Problem to solve
Please transcribe every entry below exactly, without including the pictures.

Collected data
++++

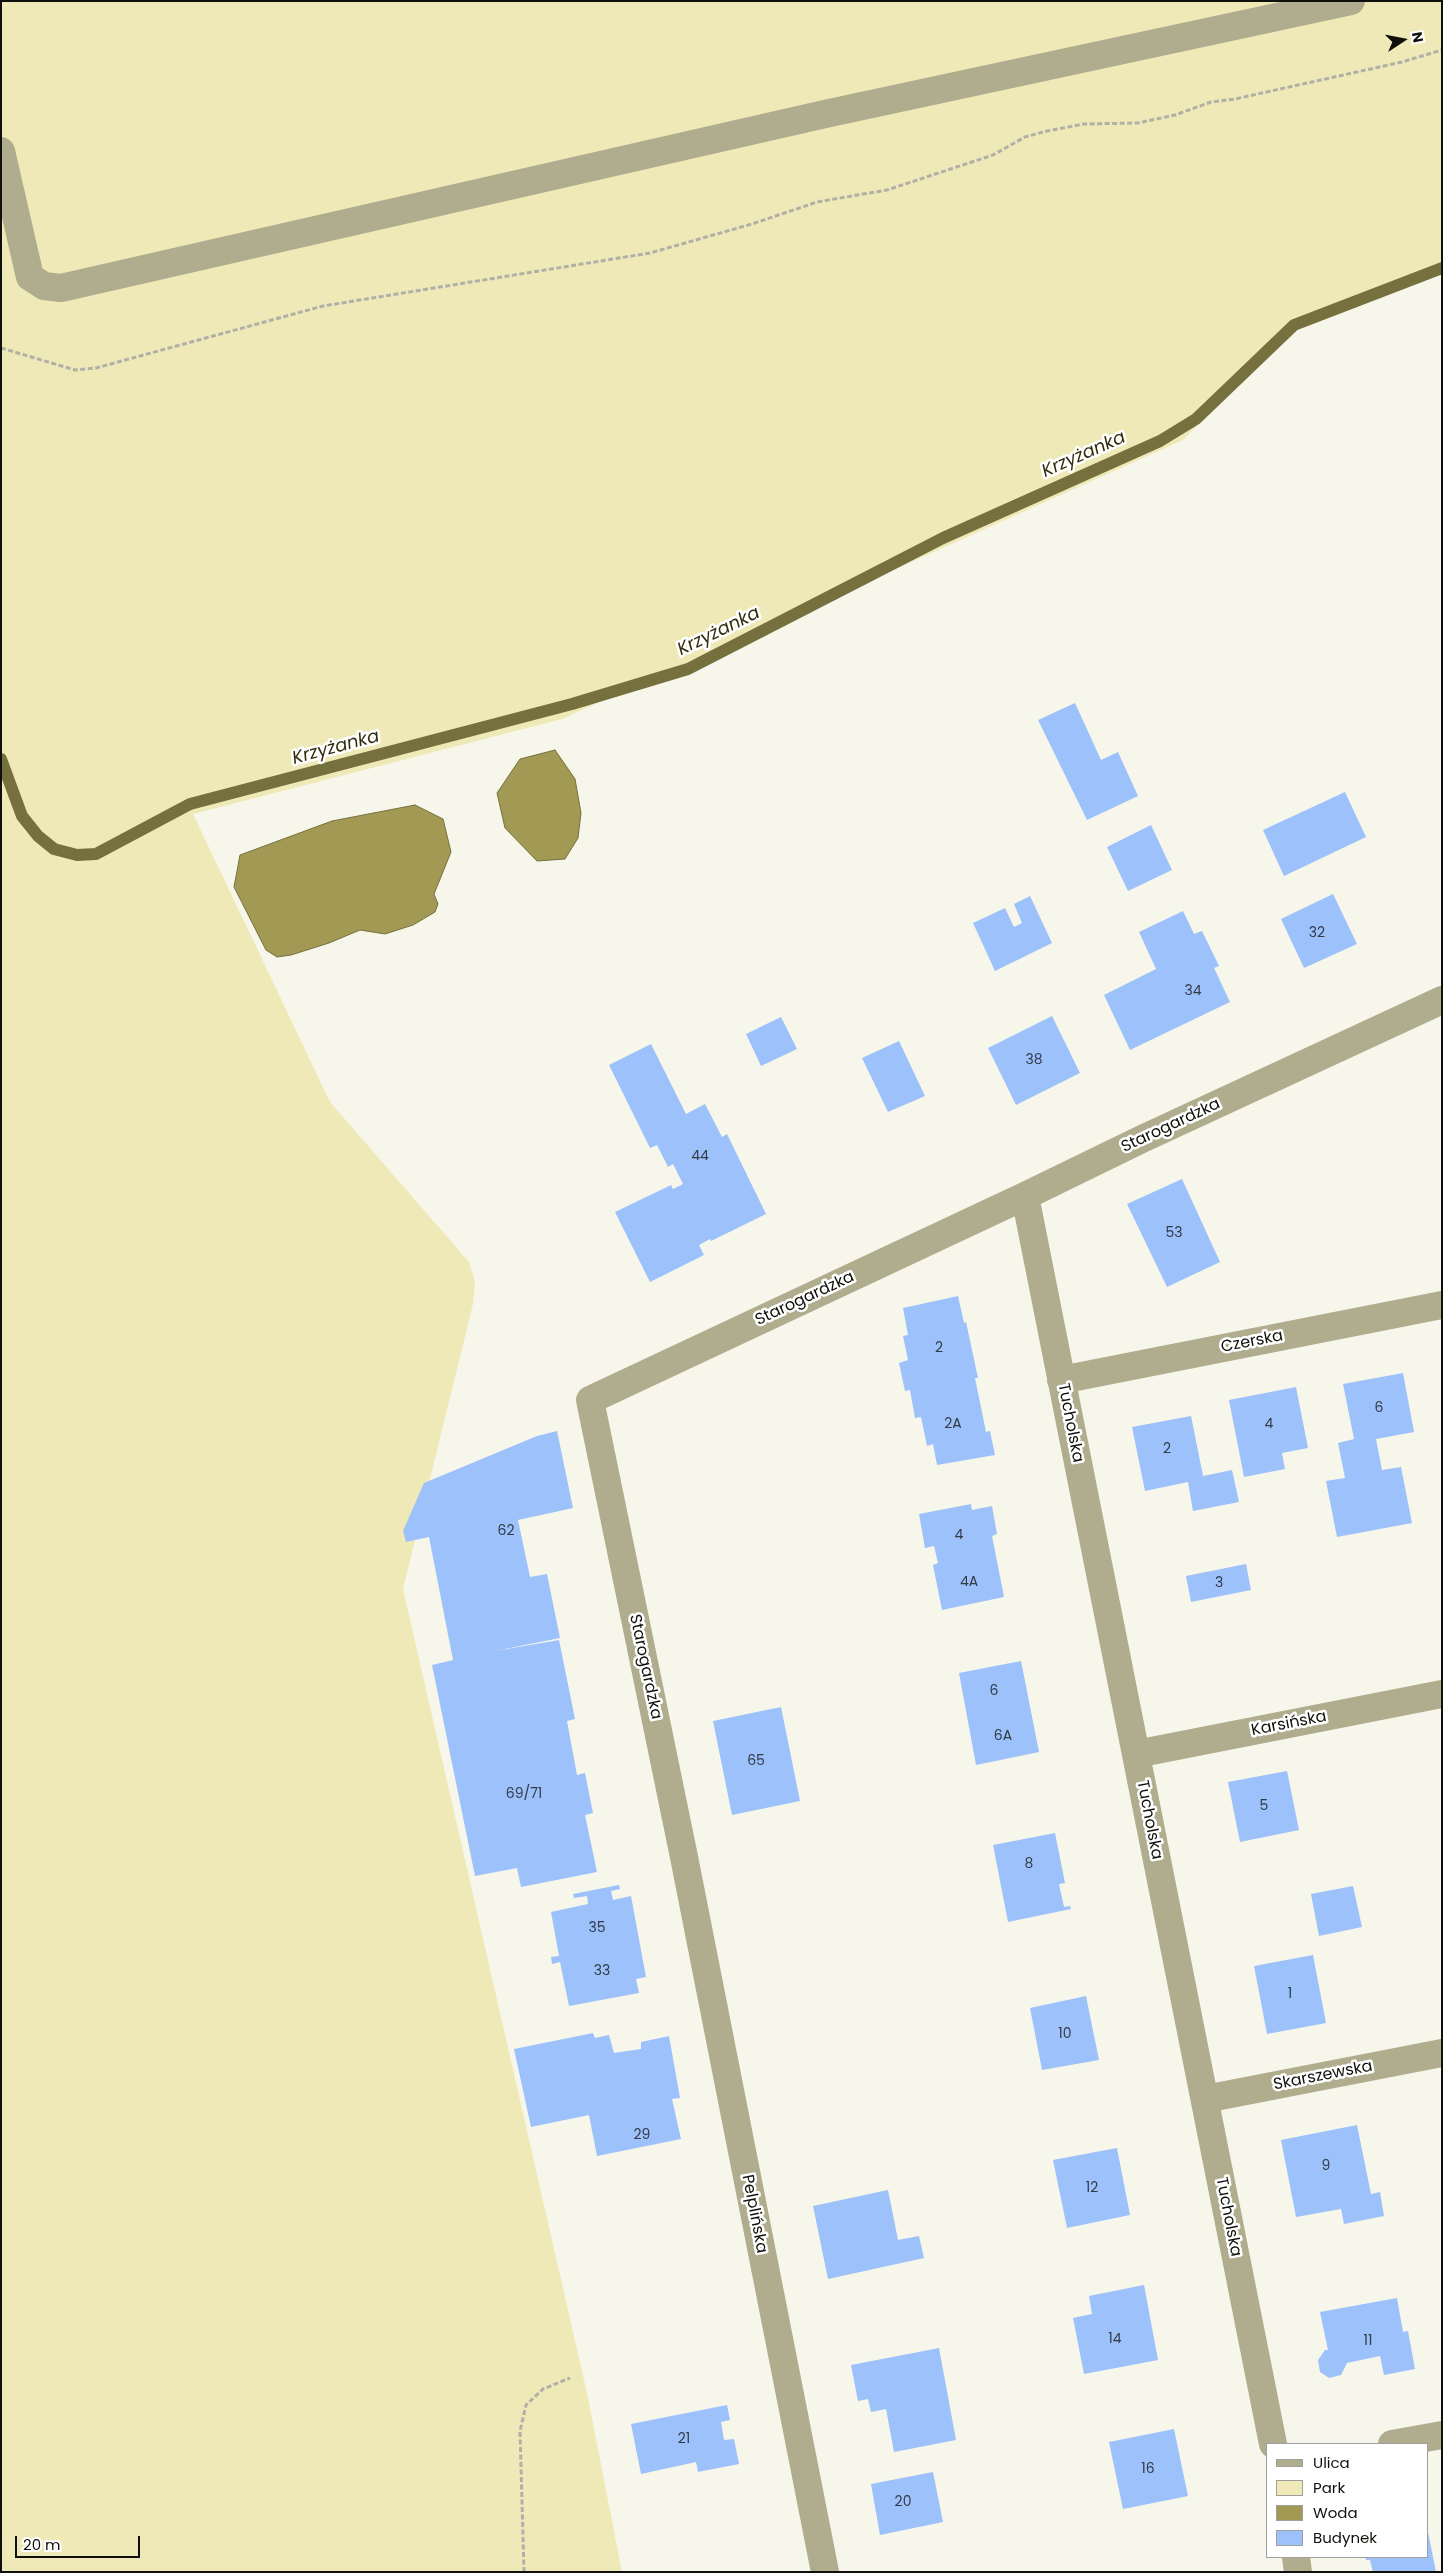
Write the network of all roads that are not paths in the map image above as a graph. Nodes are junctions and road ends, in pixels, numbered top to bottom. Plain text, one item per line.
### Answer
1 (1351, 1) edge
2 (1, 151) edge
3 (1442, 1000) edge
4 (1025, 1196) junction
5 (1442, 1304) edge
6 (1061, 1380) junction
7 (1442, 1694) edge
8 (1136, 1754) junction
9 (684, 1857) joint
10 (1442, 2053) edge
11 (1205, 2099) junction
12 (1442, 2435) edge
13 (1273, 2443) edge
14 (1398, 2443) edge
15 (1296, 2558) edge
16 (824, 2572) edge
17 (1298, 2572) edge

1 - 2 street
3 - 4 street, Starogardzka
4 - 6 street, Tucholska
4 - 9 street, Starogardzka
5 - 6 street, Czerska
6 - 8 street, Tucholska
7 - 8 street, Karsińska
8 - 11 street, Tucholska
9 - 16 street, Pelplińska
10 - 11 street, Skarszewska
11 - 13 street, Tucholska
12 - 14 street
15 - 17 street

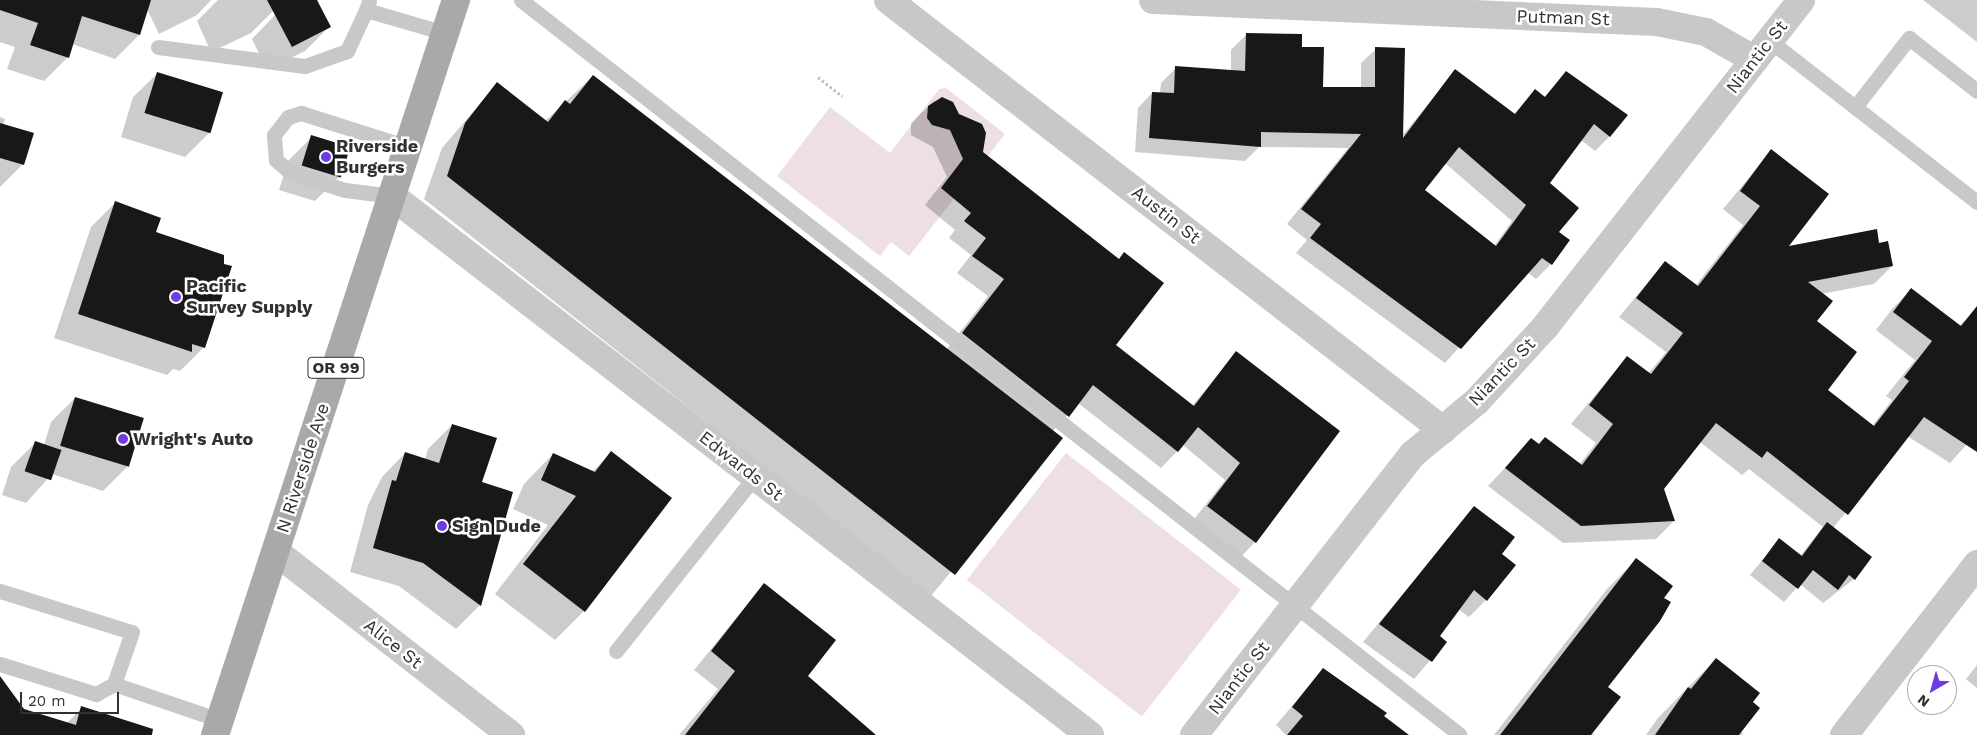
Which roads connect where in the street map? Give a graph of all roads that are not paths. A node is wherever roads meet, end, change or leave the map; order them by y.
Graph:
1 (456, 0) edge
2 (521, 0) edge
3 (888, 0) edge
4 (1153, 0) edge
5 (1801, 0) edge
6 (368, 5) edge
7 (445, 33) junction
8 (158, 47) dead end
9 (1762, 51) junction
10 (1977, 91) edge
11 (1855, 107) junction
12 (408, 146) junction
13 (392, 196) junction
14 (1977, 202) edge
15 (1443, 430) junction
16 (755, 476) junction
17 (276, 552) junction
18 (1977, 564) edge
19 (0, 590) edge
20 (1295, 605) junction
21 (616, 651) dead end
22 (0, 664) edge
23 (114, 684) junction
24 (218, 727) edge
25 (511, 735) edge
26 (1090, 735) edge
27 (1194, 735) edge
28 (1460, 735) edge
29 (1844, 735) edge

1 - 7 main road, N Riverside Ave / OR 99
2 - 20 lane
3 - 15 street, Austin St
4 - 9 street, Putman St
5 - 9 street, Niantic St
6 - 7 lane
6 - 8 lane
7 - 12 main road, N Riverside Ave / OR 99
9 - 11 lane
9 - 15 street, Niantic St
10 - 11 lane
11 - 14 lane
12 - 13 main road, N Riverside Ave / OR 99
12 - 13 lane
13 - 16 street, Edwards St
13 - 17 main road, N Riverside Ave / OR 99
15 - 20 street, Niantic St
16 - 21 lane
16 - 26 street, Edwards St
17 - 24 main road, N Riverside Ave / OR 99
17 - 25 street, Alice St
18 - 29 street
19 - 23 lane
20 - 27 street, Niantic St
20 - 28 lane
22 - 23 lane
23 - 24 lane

++++

Answer box
Write the network of all roads that are not paths in the map image above as a graph. Nodes are junctions and road ends, in pixels, numbered top to bottom. Plain text, one item per line.
### Answer
1 (1351, 1) edge
2 (1, 151) edge
3 (1442, 1000) edge
4 (1025, 1196) junction
5 (1442, 1304) edge
6 (1061, 1380) junction
7 (1442, 1694) edge
8 (1136, 1754) junction
9 (684, 1857) joint
10 (1442, 2053) edge
11 (1205, 2099) junction
12 (1442, 2435) edge
13 (1273, 2443) edge
14 (1398, 2443) edge
15 (1296, 2558) edge
16 (824, 2572) edge
17 (1298, 2572) edge

1 - 2 street
3 - 4 street, Starogardzka
4 - 6 street, Tucholska
4 - 9 street, Starogardzka
5 - 6 street, Czerska
6 - 8 street, Tucholska
7 - 8 street, Karsińska
8 - 11 street, Tucholska
9 - 16 street, Pelplińska
10 - 11 street, Skarszewska
11 - 13 street, Tucholska
12 - 14 street
15 - 17 street

Which roads connect where in the street map? Give a graph of all roads that are not paths. A node is wherever roads meet, end, change or leave the map; order them by y.
Graph:
1 (456, 0) edge
2 (521, 0) edge
3 (888, 0) edge
4 (1153, 0) edge
5 (1801, 0) edge
6 (368, 5) edge
7 (445, 33) junction
8 (158, 47) dead end
9 (1762, 51) junction
10 (1977, 91) edge
11 (1855, 107) junction
12 (408, 146) junction
13 (392, 196) junction
14 (1977, 202) edge
15 (1443, 430) junction
16 (755, 476) junction
17 (276, 552) junction
18 (1977, 564) edge
19 (0, 590) edge
20 (1295, 605) junction
21 (616, 651) dead end
22 (0, 664) edge
23 (114, 684) junction
24 (218, 727) edge
25 (511, 735) edge
26 (1090, 735) edge
27 (1194, 735) edge
28 (1460, 735) edge
29 (1844, 735) edge

1 - 7 main road, N Riverside Ave / OR 99
2 - 20 lane
3 - 15 street, Austin St
4 - 9 street, Putman St
5 - 9 street, Niantic St
6 - 7 lane
6 - 8 lane
7 - 12 main road, N Riverside Ave / OR 99
9 - 11 lane
9 - 15 street, Niantic St
10 - 11 lane
11 - 14 lane
12 - 13 main road, N Riverside Ave / OR 99
12 - 13 lane
13 - 16 street, Edwards St
13 - 17 main road, N Riverside Ave / OR 99
15 - 20 street, Niantic St
16 - 21 lane
16 - 26 street, Edwards St
17 - 24 main road, N Riverside Ave / OR 99
17 - 25 street, Alice St
18 - 29 street
19 - 23 lane
20 - 27 street, Niantic St
20 - 28 lane
22 - 23 lane
23 - 24 lane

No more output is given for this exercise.